> **What you need to do**:
Output all records precisely as written.

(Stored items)
+---+
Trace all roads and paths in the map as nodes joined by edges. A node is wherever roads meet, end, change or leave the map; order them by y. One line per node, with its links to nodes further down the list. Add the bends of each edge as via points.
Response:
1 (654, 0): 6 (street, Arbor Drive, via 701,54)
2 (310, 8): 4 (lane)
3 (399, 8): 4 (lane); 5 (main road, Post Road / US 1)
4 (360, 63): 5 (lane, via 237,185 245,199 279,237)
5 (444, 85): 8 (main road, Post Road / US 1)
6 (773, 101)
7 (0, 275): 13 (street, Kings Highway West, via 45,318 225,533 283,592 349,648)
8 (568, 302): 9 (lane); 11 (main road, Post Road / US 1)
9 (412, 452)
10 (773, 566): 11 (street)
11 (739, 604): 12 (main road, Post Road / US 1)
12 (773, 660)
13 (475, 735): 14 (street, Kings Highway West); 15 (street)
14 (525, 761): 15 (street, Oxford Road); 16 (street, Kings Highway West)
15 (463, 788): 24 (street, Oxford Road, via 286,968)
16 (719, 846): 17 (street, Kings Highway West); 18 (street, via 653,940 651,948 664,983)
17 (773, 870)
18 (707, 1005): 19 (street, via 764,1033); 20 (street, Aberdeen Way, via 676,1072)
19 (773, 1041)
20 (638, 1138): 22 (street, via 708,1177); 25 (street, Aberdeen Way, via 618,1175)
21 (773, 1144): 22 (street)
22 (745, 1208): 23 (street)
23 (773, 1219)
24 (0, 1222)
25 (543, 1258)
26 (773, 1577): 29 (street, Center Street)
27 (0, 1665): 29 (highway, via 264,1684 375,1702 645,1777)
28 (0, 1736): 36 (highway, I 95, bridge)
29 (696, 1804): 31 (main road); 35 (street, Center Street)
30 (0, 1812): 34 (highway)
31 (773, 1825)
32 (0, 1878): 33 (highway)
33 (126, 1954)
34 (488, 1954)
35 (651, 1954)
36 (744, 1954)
+---+
> **Result of the exercise**:
Trace all roads and paths in the map as nodes joined by edges. A node is wherever roads meet, end, change or leave the map; order them by y. One line per node, with its links to nodes further down the list. Add the bends of each edge as via points.
Response:
1 (654, 0): 6 (street, Arbor Drive, via 701,54)
2 (310, 8): 4 (lane)
3 (399, 8): 4 (lane); 5 (main road, Post Road / US 1)
4 (360, 63): 5 (lane, via 237,185 245,199 279,237)
5 (444, 85): 8 (main road, Post Road / US 1)
6 (773, 101)
7 (0, 275): 13 (street, Kings Highway West, via 45,318 225,533 283,592 349,648)
8 (568, 302): 9 (lane); 11 (main road, Post Road / US 1)
9 (412, 452)
10 (773, 566): 11 (street)
11 (739, 604): 12 (main road, Post Road / US 1)
12 (773, 660)
13 (475, 735): 14 (street, Kings Highway West); 15 (street)
14 (525, 761): 15 (street, Oxford Road); 16 (street, Kings Highway West)
15 (463, 788): 24 (street, Oxford Road, via 286,968)
16 (719, 846): 17 (street, Kings Highway West); 18 (street, via 653,940 651,948 664,983)
17 (773, 870)
18 (707, 1005): 19 (street, via 764,1033); 20 (street, Aberdeen Way, via 676,1072)
19 (773, 1041)
20 (638, 1138): 22 (street, via 708,1177); 25 (street, Aberdeen Way, via 618,1175)
21 (773, 1144): 22 (street)
22 (745, 1208): 23 (street)
23 (773, 1219)
24 (0, 1222)
25 (543, 1258)
26 (773, 1577): 29 (street, Center Street)
27 (0, 1665): 29 (highway, via 264,1684 375,1702 645,1777)
28 (0, 1736): 36 (highway, I 95, bridge)
29 (696, 1804): 31 (main road); 35 (street, Center Street)
30 (0, 1812): 34 (highway)
31 (773, 1825)
32 (0, 1878): 33 (highway)
33 (126, 1954)
34 (488, 1954)
35 (651, 1954)
36 (744, 1954)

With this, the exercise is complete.